Indolent keratitis due to fungus of Malbranchea species. A case report.

Autor: Bamahfouz AY; Department of Ophthalmology, College of Medicine, Umm Al-Qura University, Makkah, Saudi Arabia.; Department of Ophthalmology, Security Forces Hospital, Makkah, Saudi Arabia.; Department of Ophthalmology, King Abdullah Medical City, Makkah, Saudi Arabia., Alsaidi AA; Department of Ophthalmology, College of Medicine, Umm Al-Qura University, Makkah, Saudi Arabia., Alharbi IJ; Department of Ophthalmology, College of Medicine, Umm Al-Qura University, Makkah, Saudi Arabia., Elsebaei EA; Department of Ophthalmology, Security Forces Hospital, Makkah, Saudi Arabia., Aldosari AM; Department of Ophthalmology, Ministry of National Guard Health Affairs, King Abdul-Aziz Medical City, Jeddah, Saudi Arabia., Farahat AG; Department of Ophthalmology, Security Forces Hospital, Makkah, Saudi Arabia., Alhazmi RT; Department of Ophthalmology, College of Medicine, Umm Al-Qura University, Makkah, Saudi Arabia.
Jazyk: angličtina
Zdroj: Annals of medicine and surgery (2012) [Ann Med Surg (Lond)] 2020 Nov 27; Vol. 60, pp. 606-609. Date of Electronic Publication: 2020 Nov 27 (Print Publication: 2020).

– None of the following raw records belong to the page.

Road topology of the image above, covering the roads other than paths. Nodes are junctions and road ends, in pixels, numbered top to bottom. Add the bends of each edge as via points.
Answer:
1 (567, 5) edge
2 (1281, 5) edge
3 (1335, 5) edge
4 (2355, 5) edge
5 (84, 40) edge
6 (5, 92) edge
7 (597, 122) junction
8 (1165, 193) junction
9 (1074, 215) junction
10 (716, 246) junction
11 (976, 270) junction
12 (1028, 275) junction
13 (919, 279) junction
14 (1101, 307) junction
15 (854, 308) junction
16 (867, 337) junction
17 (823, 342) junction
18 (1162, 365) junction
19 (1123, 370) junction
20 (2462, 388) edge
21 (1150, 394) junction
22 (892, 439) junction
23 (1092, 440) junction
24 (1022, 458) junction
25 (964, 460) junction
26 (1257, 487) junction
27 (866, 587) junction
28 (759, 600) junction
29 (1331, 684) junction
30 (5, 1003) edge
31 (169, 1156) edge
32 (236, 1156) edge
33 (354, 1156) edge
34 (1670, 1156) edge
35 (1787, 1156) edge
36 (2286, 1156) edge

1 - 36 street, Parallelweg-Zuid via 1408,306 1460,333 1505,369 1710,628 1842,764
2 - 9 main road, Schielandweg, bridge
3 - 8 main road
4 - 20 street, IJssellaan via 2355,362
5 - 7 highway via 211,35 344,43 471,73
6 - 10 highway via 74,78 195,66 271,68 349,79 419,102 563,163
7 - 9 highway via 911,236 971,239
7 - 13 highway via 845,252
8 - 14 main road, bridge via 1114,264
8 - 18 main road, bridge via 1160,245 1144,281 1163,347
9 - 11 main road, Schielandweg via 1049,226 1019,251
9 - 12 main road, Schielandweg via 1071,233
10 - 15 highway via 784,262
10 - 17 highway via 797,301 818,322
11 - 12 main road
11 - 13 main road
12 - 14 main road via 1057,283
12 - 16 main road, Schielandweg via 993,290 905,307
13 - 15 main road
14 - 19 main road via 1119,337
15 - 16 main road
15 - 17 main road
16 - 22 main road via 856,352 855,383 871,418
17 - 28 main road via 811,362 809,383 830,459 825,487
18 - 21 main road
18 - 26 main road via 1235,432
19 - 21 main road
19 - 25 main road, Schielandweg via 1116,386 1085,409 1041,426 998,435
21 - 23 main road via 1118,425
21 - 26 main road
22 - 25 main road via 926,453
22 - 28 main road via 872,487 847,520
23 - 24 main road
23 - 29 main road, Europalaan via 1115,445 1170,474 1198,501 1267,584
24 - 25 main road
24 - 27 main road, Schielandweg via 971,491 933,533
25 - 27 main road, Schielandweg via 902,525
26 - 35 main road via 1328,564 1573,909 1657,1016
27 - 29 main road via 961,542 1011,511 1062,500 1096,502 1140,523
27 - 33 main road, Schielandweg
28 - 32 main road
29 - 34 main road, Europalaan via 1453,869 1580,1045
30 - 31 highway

DOI: 10.1016/j.amsu.2020.11.065
Abstrakt: Introduction: Keratitis caused by saprophytic fungi is on the rise in rural areas, often caused by ocular trauma with wooden objects. Early detection of causative organisms and sustained, supervised management can prevent visual disabilities.
Case Presentation: A middle-aged patient from a rural, semi-arid region who presented with pain, redness, and a foreign-body sensation in his left eye resulting from a corneal ulcer induced by trauma from a wooden stick. Due to a history of uncontrolled diabetes and progression of his corneal lesions, he was admitted to our institution for treatment of infectious keratitis. Microbiological examination of corneal scrapings revealed thin, septate hyaline hyphae without conidia or conidiophores, and the patient was diagnosed with a fungal keratitis caused by a Malbranchea species. Though the patient initially responded to treatment with topical natamycin, his condition worsened. He was subsequently successfully treated with topical amphotericin B (1 mg/mL) twice hourly and systemic antifungals. Four months after discharge, the patient returned with symptom recurrence.
Conclusion: We report the case of a patient with a Malbranchea species causing a rare and recurrent fungal keratitis with corneal infiltrates, subsequently cured by medical management with salvaging of his vision. In patients with a suspected fungal keratitis, early treatment is crucial and should be combined with tight glycemic control for as long as 6 months after presentation to avoid recurrence.
Competing Interests: We know of no conflicts of interest associated with this publication, and there has been no significant financial support for this work that could have influenced its outcome.